Required work
All records are to be reproduced verbatim, with images omitted.

Supplied data
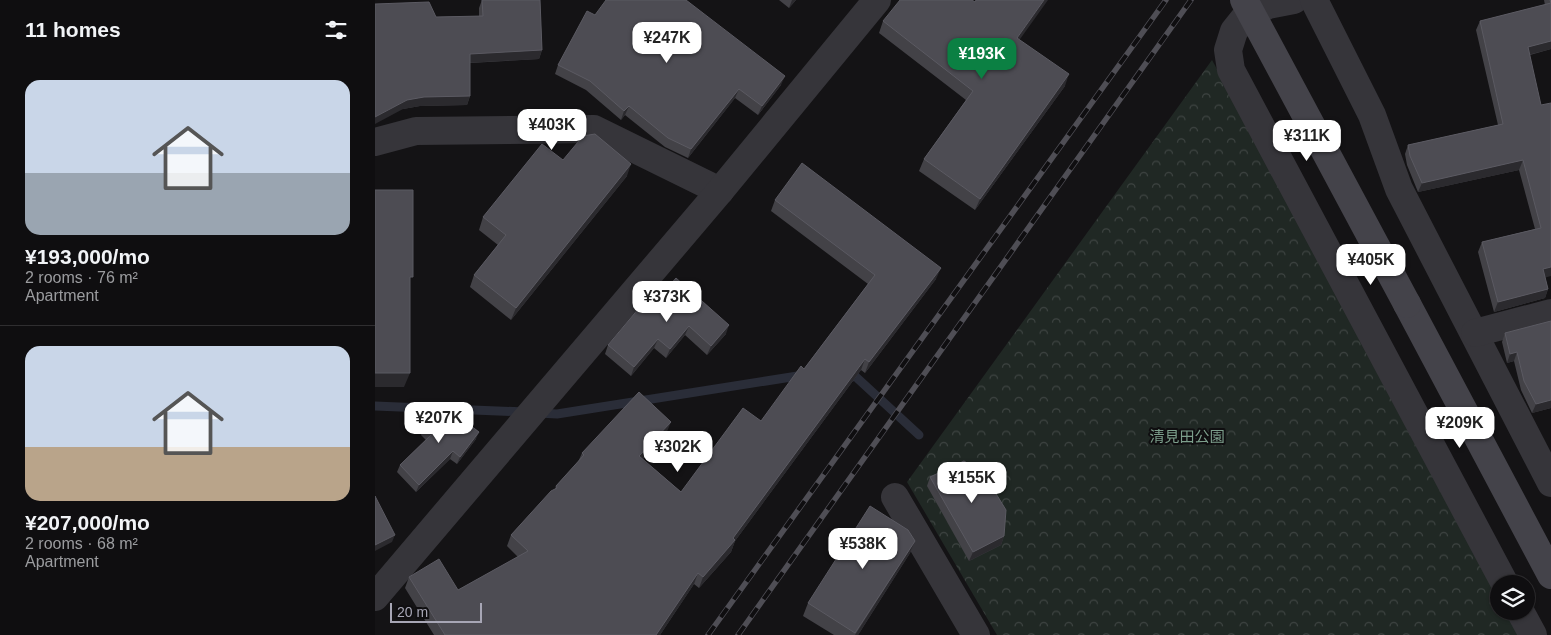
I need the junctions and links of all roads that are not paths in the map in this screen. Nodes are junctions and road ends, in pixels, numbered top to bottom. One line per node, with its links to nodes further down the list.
1 (877, 0): 6 (street)
2 (1244, 0): 12 (street, bridge)
3 (1294, 0): 11 (street)
4 (1315, 0): 8 (street)
5 (375, 142): 6 (street)
6 (720, 191): 13 (street)
7 (1551, 313): 8 (street)
8 (1475, 333): 9 (street)
9 (1551, 483)
10 (895, 497): 15 (street)
11 (1500, 575)
12 (1551, 575)
13 (375, 597)
14 (1525, 620): 16 (street)
15 (976, 635)
16 (1533, 635)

Answer box
I need the junctions and links of all roads that are not paths in the map in this screen. Nodes are junctions and road ends, in pixels, numbered top to bottom. One line per node, with its links to nodes further down the list.
1 (877, 0): 6 (street)
2 (1244, 0): 12 (street, bridge)
3 (1294, 0): 11 (street)
4 (1315, 0): 8 (street)
5 (375, 142): 6 (street)
6 (720, 191): 13 (street)
7 (1551, 313): 8 (street)
8 (1475, 333): 9 (street)
9 (1551, 483)
10 (895, 497): 15 (street)
11 (1500, 575)
12 (1551, 575)
13 (375, 597)
14 (1525, 620): 16 (street)
15 (976, 635)
16 (1533, 635)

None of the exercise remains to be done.